# Sticky  Goldfish basics



## magpie

*What type of goldfish?*

There are many different varieties of goldfish, and they are loosely grouped into two categories: single tailed and fancy/double tailed.

Single tailed goldfish include commons, comets & shubunkins and they are the standard 'normal' goldfish that have a streamlined body shape and a single tail fin.










Fancy goldfish are pretty much everything else, including orandas, fantails, blackmoors, pearlscales, etc, and they generally have a rounder body shape and double tails.










Single tails are faster, better swimmers than fancies and they also grow larger which is why the tank size recommendations are a bit different for the two groups.

*What size tank do they need?*

Goldfish are big fish. The tiny ones in the pet shop are babies that have the potential to grow to at least 8-12 inches long, which means they need big tanks and also big filters to cope with the waste from such chunky fish.

Fancy goldfish need as a minimum 100L for the first fish and 40L for each subsequent fish, so at least 140L for a pair, though bigger is always better.

Single tailed goldfish are really classed as pond fish and as such would ideally be kept in a pond. If kept in an aquarium the tank should be at least 4 foot long (preferably 5-6 foot), and you should allow for at least 100L per fish, though again bigger is better.

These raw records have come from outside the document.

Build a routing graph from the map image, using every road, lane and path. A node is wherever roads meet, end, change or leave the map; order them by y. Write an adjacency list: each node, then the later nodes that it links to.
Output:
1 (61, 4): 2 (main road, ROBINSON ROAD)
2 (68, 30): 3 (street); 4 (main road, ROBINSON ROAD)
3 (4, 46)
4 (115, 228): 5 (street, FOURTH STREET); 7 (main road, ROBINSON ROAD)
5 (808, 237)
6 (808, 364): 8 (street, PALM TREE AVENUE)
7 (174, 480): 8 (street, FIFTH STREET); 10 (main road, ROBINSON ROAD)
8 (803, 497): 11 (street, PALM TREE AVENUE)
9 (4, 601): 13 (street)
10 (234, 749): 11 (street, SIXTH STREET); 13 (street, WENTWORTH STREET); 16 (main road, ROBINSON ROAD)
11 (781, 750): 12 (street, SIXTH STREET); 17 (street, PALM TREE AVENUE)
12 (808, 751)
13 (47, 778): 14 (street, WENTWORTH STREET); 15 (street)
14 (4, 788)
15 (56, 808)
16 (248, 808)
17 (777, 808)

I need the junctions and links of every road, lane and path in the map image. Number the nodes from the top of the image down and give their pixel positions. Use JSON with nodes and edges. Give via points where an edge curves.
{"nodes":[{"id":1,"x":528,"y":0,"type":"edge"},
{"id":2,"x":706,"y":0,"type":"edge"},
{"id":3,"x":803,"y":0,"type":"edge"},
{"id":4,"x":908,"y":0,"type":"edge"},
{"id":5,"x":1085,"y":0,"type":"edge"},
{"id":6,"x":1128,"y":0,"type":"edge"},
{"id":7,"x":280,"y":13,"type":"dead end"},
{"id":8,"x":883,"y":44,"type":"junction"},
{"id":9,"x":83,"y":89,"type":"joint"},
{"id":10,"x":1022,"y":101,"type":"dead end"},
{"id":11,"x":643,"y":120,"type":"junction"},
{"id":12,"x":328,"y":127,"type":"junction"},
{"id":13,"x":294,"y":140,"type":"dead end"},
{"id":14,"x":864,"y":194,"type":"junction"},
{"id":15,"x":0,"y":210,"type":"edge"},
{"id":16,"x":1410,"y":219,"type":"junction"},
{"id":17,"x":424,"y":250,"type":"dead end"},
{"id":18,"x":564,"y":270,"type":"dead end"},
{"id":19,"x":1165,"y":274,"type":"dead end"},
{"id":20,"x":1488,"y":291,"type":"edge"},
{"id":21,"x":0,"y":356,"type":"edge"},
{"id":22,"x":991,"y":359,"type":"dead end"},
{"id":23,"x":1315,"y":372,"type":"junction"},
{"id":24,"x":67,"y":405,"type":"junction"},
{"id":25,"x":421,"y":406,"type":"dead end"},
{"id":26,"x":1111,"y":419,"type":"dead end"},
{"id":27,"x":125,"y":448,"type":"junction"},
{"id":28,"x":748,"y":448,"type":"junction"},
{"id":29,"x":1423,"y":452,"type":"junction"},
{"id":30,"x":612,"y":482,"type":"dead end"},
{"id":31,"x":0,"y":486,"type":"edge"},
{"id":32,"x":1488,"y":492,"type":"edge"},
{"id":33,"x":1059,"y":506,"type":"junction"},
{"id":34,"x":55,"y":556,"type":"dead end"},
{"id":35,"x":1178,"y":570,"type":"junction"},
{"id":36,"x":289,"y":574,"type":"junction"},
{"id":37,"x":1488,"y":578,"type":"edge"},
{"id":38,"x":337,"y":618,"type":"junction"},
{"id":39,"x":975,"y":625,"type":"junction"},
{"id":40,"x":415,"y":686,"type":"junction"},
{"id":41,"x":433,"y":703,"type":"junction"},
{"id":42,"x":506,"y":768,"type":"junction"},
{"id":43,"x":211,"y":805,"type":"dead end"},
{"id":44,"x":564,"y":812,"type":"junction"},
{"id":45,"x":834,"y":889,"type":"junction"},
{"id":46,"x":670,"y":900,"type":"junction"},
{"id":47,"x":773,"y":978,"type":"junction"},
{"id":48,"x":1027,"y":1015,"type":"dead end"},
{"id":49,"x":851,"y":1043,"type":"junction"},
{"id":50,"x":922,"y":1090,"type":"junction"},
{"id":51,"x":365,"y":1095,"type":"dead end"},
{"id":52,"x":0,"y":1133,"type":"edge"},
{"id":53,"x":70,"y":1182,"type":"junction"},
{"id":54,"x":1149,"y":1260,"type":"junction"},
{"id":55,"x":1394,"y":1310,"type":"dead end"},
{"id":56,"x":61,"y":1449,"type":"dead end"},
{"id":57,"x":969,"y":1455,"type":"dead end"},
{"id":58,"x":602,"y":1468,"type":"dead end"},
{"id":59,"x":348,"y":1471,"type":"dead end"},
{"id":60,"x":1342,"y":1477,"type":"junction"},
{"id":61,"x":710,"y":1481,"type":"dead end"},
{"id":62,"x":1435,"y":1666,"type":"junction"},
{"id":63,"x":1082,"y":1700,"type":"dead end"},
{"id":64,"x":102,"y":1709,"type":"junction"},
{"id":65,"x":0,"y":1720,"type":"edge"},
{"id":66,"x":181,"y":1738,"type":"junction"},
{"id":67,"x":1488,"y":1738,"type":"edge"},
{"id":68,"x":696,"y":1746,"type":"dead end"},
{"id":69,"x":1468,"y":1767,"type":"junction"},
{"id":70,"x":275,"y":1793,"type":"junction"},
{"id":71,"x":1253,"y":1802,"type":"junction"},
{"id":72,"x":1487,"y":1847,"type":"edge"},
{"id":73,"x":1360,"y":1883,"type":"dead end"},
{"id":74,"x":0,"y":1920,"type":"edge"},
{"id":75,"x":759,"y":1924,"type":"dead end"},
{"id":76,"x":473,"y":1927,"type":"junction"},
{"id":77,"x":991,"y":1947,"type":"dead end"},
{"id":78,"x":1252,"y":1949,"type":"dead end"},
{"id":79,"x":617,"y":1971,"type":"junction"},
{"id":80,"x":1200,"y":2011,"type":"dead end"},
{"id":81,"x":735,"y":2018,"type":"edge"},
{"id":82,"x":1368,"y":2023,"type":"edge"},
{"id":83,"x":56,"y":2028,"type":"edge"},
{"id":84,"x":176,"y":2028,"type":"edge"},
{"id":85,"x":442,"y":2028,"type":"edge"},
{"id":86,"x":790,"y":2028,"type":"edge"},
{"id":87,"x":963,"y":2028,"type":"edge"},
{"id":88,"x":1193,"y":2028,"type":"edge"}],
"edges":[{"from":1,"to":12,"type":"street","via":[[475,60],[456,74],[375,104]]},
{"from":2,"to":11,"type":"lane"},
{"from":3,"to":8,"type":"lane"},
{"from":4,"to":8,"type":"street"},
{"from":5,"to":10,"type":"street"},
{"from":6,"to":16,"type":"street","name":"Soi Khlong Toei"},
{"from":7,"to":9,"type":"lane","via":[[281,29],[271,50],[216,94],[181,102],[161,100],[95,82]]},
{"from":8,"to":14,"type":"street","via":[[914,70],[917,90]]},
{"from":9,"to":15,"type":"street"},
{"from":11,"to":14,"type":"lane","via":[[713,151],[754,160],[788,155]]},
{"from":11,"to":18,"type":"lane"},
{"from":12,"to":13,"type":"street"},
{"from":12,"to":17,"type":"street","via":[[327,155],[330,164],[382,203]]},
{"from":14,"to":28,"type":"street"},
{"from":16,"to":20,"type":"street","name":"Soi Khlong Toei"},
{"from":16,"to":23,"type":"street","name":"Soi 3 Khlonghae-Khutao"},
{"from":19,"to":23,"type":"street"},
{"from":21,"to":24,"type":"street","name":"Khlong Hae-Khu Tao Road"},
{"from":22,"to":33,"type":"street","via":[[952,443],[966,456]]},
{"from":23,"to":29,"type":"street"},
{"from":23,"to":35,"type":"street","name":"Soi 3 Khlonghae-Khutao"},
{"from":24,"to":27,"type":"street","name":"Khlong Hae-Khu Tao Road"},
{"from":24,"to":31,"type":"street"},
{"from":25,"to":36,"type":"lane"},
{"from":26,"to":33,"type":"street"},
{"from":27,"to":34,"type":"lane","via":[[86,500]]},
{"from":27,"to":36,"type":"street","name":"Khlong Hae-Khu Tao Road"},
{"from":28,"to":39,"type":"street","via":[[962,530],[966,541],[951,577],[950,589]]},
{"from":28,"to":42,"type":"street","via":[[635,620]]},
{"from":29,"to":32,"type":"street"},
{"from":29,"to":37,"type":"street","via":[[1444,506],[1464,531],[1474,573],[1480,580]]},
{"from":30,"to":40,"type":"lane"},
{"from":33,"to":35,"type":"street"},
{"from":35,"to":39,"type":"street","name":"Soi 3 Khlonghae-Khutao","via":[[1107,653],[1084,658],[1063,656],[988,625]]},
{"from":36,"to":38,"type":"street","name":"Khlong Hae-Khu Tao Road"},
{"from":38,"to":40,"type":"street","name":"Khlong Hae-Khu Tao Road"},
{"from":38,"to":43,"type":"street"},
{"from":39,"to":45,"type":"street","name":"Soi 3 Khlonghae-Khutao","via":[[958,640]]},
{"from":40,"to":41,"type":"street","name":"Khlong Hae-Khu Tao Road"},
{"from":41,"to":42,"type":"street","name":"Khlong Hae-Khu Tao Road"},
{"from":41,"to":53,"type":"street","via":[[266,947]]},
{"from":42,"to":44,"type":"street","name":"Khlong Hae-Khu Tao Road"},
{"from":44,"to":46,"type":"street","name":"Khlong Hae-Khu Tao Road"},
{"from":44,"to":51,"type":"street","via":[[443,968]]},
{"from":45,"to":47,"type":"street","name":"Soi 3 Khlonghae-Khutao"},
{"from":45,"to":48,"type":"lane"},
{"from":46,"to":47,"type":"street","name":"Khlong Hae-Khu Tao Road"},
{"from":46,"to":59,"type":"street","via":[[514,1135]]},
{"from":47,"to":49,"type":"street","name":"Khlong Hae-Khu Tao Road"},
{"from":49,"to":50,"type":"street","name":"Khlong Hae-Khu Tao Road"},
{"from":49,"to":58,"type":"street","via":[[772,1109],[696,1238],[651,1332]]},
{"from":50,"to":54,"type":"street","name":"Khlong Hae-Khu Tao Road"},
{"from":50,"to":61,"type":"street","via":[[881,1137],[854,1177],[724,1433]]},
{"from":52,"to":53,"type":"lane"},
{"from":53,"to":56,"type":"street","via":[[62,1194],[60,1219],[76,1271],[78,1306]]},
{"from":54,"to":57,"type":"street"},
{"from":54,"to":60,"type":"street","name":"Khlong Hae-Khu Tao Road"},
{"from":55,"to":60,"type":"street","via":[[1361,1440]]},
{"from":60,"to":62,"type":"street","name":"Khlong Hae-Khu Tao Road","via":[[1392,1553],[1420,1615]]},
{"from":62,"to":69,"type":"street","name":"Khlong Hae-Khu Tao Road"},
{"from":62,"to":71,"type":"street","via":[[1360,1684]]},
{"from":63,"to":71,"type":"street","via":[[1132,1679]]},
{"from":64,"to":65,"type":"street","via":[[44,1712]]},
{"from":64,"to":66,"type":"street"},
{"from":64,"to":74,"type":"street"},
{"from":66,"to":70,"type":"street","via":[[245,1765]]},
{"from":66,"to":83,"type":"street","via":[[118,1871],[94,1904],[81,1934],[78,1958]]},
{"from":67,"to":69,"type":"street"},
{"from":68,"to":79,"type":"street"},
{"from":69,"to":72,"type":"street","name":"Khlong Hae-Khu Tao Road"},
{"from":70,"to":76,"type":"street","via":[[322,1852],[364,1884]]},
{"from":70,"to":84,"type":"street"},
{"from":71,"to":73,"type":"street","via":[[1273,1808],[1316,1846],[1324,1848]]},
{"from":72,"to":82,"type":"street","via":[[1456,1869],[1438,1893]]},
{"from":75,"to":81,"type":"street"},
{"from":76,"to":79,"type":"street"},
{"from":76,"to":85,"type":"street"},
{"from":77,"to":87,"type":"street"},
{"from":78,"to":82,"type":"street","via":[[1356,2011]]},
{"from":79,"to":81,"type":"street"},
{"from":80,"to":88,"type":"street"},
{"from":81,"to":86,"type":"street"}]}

While they are babies you can get away with a smaller tank in the short term, but be aware that they do grow quickly!

The same goldfish at 2 months old and 12 months old:









*What kind of filter do they need?*

As goldfish are large fish that produce a large amount of waste, external filters are generally the best for them. The filter should be able to turn over the volume of the tank 6-10 times per hour. Which means that a 200L tank should have a filter that is rated 1200-2000L/H, the higher the better really.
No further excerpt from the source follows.